La señorita Turner se apartó de la ventana y le miró con frialdad.

Travis no se tomó la molestia de dirigirle la palabra. Dio media vuelta y salió.

Mientras se dirigía a su apartamento, Travis procuraba borrar de su mente la impresión causada por los glaciales ojos de la muchacha. Pensaba que no era posible encontrar dos seres más distintos que Betty Garner y Rosalee Turner. Betty parecía igualmente inteligente, pero había en ella oleadas de calor, de amistad, de buen humor. Rosalee era como una flor hermosa y mórbida, un ser con vida, pero sin corazón. ¿Cómo podía permanecer indiferente ante la muerte de todos aquellos desdichados?
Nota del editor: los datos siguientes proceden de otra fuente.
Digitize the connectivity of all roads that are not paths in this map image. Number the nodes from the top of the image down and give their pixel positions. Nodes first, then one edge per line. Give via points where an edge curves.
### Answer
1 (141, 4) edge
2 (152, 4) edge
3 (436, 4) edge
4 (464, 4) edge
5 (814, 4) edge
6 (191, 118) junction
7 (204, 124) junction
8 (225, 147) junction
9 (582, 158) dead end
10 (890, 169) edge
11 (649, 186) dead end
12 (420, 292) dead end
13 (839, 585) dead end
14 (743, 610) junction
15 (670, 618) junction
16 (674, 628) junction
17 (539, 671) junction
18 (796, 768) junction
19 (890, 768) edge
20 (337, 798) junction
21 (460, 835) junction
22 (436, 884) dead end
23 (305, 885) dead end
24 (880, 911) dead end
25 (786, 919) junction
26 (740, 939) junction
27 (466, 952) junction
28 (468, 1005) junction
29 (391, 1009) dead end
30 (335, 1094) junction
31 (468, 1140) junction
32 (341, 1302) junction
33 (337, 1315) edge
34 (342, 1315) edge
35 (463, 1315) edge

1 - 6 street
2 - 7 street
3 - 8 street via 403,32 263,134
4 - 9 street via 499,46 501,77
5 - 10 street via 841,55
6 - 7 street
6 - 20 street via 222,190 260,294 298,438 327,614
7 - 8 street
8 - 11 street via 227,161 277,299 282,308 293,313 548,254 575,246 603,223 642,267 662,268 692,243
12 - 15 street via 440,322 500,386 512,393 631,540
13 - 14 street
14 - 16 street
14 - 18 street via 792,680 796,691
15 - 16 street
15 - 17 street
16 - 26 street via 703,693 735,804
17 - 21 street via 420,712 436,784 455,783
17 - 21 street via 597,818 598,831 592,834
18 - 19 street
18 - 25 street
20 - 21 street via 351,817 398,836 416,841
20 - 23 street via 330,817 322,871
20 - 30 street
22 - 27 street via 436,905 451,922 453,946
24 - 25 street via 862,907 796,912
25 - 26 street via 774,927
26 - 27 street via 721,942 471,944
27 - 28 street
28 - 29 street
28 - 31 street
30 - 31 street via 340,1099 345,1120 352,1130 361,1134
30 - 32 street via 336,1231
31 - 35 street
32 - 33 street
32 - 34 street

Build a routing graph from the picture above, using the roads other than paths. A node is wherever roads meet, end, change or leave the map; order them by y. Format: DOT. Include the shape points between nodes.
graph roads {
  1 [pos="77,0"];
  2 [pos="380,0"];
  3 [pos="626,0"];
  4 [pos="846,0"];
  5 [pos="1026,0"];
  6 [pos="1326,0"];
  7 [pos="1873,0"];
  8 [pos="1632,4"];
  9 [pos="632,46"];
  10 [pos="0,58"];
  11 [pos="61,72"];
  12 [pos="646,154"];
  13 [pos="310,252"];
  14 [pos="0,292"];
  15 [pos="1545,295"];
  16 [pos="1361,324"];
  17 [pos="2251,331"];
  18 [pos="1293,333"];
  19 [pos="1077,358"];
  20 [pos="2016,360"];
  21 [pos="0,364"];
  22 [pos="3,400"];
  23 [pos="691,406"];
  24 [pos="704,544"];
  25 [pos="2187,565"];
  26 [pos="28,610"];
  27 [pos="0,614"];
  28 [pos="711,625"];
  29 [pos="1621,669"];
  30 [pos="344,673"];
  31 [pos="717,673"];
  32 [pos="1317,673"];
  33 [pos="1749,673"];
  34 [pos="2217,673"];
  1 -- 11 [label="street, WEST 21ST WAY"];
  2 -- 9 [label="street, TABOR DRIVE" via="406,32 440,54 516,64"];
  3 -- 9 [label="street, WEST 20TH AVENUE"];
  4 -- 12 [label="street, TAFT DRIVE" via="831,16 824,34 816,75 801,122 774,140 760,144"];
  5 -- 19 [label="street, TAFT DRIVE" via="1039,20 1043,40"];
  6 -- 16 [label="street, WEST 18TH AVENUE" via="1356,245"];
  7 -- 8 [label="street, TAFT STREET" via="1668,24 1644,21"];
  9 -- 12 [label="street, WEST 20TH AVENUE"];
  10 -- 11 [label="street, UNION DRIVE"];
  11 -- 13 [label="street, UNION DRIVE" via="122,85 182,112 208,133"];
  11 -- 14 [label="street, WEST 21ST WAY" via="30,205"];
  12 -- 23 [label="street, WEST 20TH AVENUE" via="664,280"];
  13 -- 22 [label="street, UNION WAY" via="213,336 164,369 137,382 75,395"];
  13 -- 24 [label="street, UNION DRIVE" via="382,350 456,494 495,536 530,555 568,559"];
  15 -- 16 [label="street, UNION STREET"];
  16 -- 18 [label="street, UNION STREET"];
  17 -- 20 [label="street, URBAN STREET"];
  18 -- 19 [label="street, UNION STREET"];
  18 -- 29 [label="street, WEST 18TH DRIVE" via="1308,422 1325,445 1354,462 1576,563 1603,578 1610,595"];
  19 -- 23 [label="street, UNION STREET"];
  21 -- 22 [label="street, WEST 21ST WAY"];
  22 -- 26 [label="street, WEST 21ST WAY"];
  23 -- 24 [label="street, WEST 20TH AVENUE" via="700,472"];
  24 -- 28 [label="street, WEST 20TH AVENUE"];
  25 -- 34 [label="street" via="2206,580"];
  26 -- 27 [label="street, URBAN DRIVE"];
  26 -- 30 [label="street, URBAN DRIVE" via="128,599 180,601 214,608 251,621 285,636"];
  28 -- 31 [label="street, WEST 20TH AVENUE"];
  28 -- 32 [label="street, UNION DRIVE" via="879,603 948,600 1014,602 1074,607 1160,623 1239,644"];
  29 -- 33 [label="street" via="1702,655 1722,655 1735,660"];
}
Le admiraba que Betty supiera dónde se hallaba, pero comprendió que no era tan difícil para ella enterarse, porque el grupo vigilaba los hechos que concernían a la casa de Winthrop; posiblemente habrían prevenido también a Rosalee sobre su visita. Pero lo curioso del caso era que él no había comunicado a nadie, ni siquiera a Hal Cable, adonde se dirigía.

Una cuestión de vida o muerte, había dicho Betty. Fuera lo que fuese, era por lo menos un paso adelante. Por un momento tuvo la idea de llamar a la policía para contar con su apoyo en el apartamento o en sus alrededores; pero había aceptado las condiciones propuestas por Betty y le había dado su palabra. «Quizás yo sea rematadamente tonto —pensó—, pero me parece una deslealtad proceder de otro modo.» Además, deseaba creer en ella, deseaba que fuera digna de confianza.

Entró en el apartamento; Betty no había llegado aún. Esta vez, por lo menos, la entrevista no se iniciaba a culatazos. No habrían transcurrido ni cinco minutos cuando un suave golpecito resonó en la puerta. Era Betty.

Entró en la habitación, miró en derredor y sus ojos se iluminaron con agradecimiento cuando vio que no había nadie más.

—Le agradezco su confianza —dijo sentándose en el sofá—. En estos momentos mi conducta puede parecer sospechosa. Me costó mucho salir y telefonearle. Y aún más difícil me resultó salir para encontrarme con usted.

—¿Quiénes sospechan de ti? —preguntó Travis, acercándose a ella.

—Hay cosas que puedo decir y otras que no. No puedo contestar a esa pregunta.

—Me hablas como a un niño, como si no se pudiera confiar en mí. ¿Por qué no eres franca conmigo?

—No me explico por qué estoy actuando en esta forma —dijo ella mordiéndose el labio inferior, rojo y carnoso—. O quizá lo sé y no tengo otra solución. Ésta es la última vez que puedo ayudarle, es la última vez que le veré.

—¿Por qué?

Travis tomó sus manos entre las suyas; ella las retiró.

—Se trata de una organización muy meticulosa —dijo la joven desviando la mirada—. Estoy segura de que nadie fuera de ella tiene la menor idea de su existencia. Son pocas las cosas que nos incumben a cada una de nosotras. Si estoy aquí es por una sola razón: para cumplir con mi deber. Por eso nuestra situación es tan peligrosa.

Le miró con sus ojos brillantes.

—Se supone que he venido para matarle.

—Anoche estuviste a punto de conseguirlo —dijo él tristemente, acariciando la protuberancia de su cráneo.

—Lo lamento —dijo ella—. La verdad es que no pude hacerlo. Quizá… quizá no pueda matar a nadie. Pero esto no significa que no crea en nuestro plan. Sólo usted es la excepción. Usted solamente. Ningún otro ser viviente…

Él volvió a asirle las manos y esta vez ella no le rechazó.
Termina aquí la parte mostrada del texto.